Politics

UK gets tough on terrorists today with new law to end early release

SENIOR ministers last night declared it is “time to get tough on terror” as new laws being introduced today will cage dangerous terrorists for at least 14 years.

Home Secretary Priti Patel and Justice Secretary Robert Buckland, writing exclusively for the Daily Express, vowed no violent extremists will “ever be released without a proper risk assessment”. They said the third anniversary of the Manchester terror attack on Friday, where Salman Abedi killed 22 people in a suicide bomb attack, “demonstrates why we must put the rights of innocent people above the rights of hate-fuelled extremists”. Tough new laws being introduced to Parliament today will end the early release of dangerous terrorists and increase monitoring of offenders.

A new Serious Terrorist Sentence for extremists convicted of offences “where there was a likelihood of multiple deaths” will carry a minimum 14-year sentence.

Such criminals could also be on licence for up to 25 years.

The most dangerous terrorists, given Extended Determinate Sentence, will be forced to spend their entire jail term behind bars if the offence carries a maximum sentence of life in prison.

Currently, these criminals can apply for release two thirds of the way through their punishment.

Terrorists now facing longer behind bars include those convicted of weapons training, directing a terrorist organisation, preparation of terrorist acts, inciting terrorism overseas and training for terrorism.

Other extremists will only be eligible to apply to the Parole Board for release two-thirds of the way through their punishment.

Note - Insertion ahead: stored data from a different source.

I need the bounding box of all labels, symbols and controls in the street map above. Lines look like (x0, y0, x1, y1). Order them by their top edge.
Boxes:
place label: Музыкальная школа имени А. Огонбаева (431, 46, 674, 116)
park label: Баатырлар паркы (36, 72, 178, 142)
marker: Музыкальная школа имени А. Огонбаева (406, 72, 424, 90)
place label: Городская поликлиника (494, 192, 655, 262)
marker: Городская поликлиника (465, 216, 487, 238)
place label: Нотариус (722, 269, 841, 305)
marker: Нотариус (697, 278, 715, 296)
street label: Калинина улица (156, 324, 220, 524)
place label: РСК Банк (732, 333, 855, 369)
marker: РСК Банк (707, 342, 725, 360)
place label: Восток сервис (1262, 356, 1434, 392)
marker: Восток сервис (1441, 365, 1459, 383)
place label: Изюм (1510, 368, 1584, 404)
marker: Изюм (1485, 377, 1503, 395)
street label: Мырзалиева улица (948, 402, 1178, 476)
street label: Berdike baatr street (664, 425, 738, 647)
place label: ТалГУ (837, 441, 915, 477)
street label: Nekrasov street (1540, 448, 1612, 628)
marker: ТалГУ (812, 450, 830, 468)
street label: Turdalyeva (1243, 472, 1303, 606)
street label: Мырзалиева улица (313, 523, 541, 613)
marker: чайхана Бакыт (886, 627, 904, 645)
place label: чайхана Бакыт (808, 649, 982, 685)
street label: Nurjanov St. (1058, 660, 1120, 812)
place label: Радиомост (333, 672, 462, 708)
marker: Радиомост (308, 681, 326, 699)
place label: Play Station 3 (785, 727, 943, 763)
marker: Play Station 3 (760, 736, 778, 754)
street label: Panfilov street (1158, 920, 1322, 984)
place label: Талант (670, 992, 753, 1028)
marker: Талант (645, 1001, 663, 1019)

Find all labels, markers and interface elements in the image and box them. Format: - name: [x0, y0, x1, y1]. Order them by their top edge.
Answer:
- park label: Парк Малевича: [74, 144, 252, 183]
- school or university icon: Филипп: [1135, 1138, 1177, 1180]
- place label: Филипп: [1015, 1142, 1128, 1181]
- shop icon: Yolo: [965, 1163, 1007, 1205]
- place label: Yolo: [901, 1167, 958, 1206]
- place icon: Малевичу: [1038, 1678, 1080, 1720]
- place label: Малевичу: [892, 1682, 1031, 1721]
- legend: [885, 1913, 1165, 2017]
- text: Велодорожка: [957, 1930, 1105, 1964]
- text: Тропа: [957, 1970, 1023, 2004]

Terrorists given life sentences will have to serve the minimum tariff set out by judges before the Parole Board will even consider their release.

Justice officials added that these extremists “may therefore never be released”.

Ms Patel and Mr Buckland said the terror attack in Fishmongers Hall in November, where Usman Khan killed two people in a knife rampage, and the Streatham attack where armed police gunned down Sudesh Amman as he stabbed innocent people “brought home some hard truths”.

They admitted the laws “were simply not doing enough to protect our nation.”

They wrote: “Fridays third anniversary of the Manchester Arena attack is a devastating reminder of the tragic toll of terrorism on this country.

“It demonstrates why we must put the rights of innocent people above the rights of hate-fuelled extremists.

“Terrorism is an attack on our way of life and we are unafraid to do more to protect our people.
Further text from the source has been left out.